TASK TO CARRY OUT: Everything in the entries except the pictures should be copied exactly.

--*--

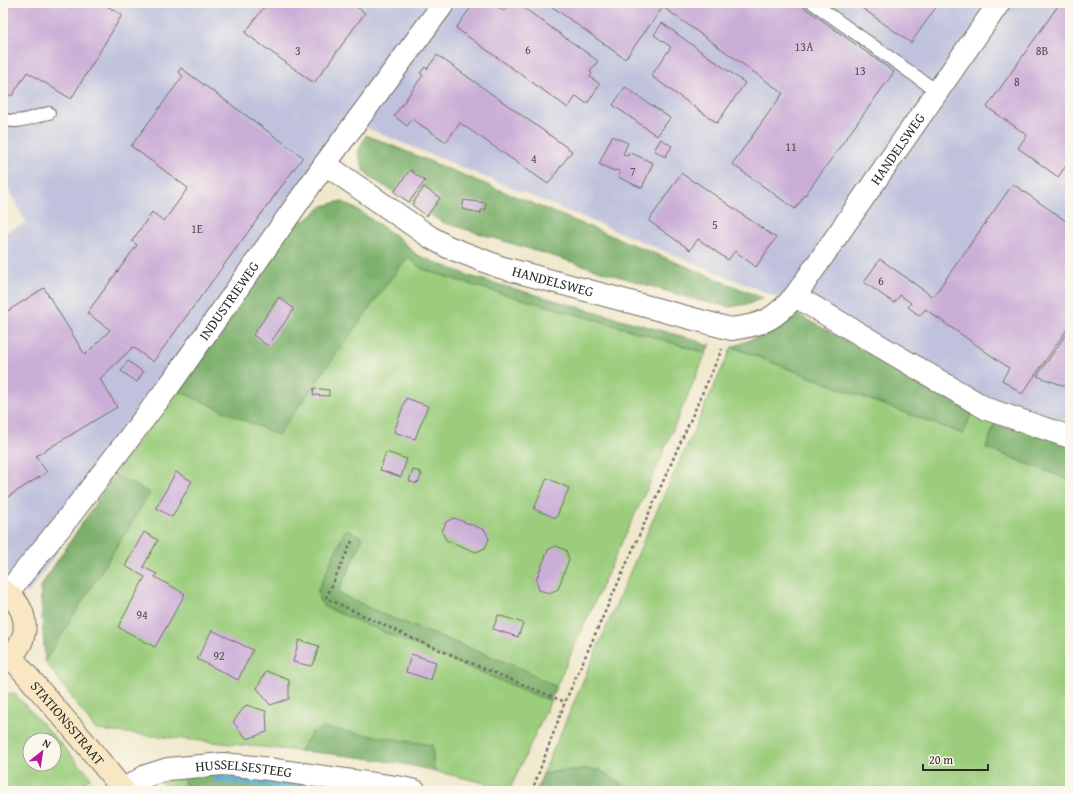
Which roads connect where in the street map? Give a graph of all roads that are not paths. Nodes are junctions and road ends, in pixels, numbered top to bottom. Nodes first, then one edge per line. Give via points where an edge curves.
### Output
1 (444, 3) edge
2 (813, 3) edge
3 (999, 3) edge
4 (938, 92) junction
5 (49, 113) dead end
6 (3, 119) edge
7 (325, 164) junction
8 (795, 296) junction
9 (1070, 437) edge
10 (5, 592) edge
11 (7, 659) edge
12 (124, 791) edge
13 (415, 791) edge

1 - 7 street, INDUSTRIEWEG
2 - 4 lane
3 - 4 street, HANDELSWEG
4 - 8 street, HANDELSWEG
5 - 6 lane via 18,121
7 - 8 street, HANDELSWEG via 430,237 448,247 500,267 731,329 751,327 770,319 785,308
7 - 10 street, INDUSTRIEWEG via 169,386 68,518
8 - 9 street via 987,409
10 - 11 street via 16,601 25,624 24,636 19,647
11 - 12 street, STATIONSSTRAAT via 81,738
12 - 13 street, HUSSELSESTEEG via 146,776 168,769 223,764

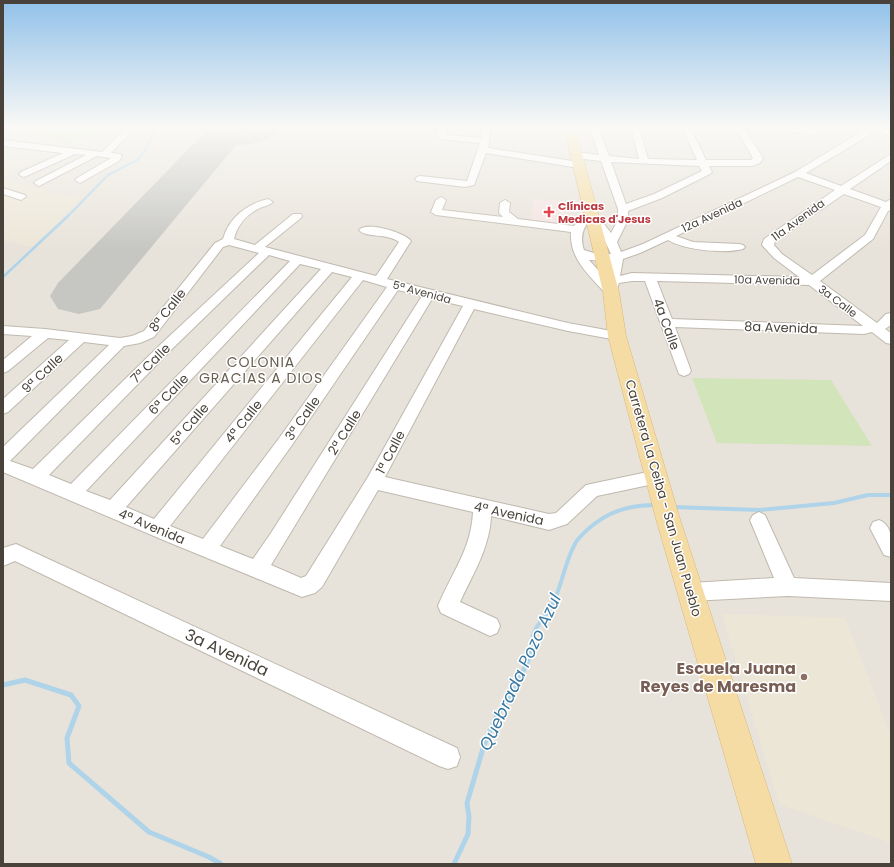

--*--

RESPONSE:
Which roads connect where in the street map? Give a graph of all roads that are not paths. Nodes are junctions and road ends, in pixels, numbered top to bottom. Nodes first, then one edge per line. Give via points where an edge curves.
### Output
1 (444, 3) edge
2 (813, 3) edge
3 (999, 3) edge
4 (938, 92) junction
5 (49, 113) dead end
6 (3, 119) edge
7 (325, 164) junction
8 (795, 296) junction
9 (1070, 437) edge
10 (5, 592) edge
11 (7, 659) edge
12 (124, 791) edge
13 (415, 791) edge

1 - 7 street, INDUSTRIEWEG
2 - 4 lane
3 - 4 street, HANDELSWEG
4 - 8 street, HANDELSWEG
5 - 6 lane via 18,121
7 - 8 street, HANDELSWEG via 430,237 448,247 500,267 731,329 751,327 770,319 785,308
7 - 10 street, INDUSTRIEWEG via 169,386 68,518
8 - 9 street via 987,409
10 - 11 street via 16,601 25,624 24,636 19,647
11 - 12 street, STATIONSSTRAAT via 81,738
12 - 13 street, HUSSELSESTEEG via 146,776 168,769 223,764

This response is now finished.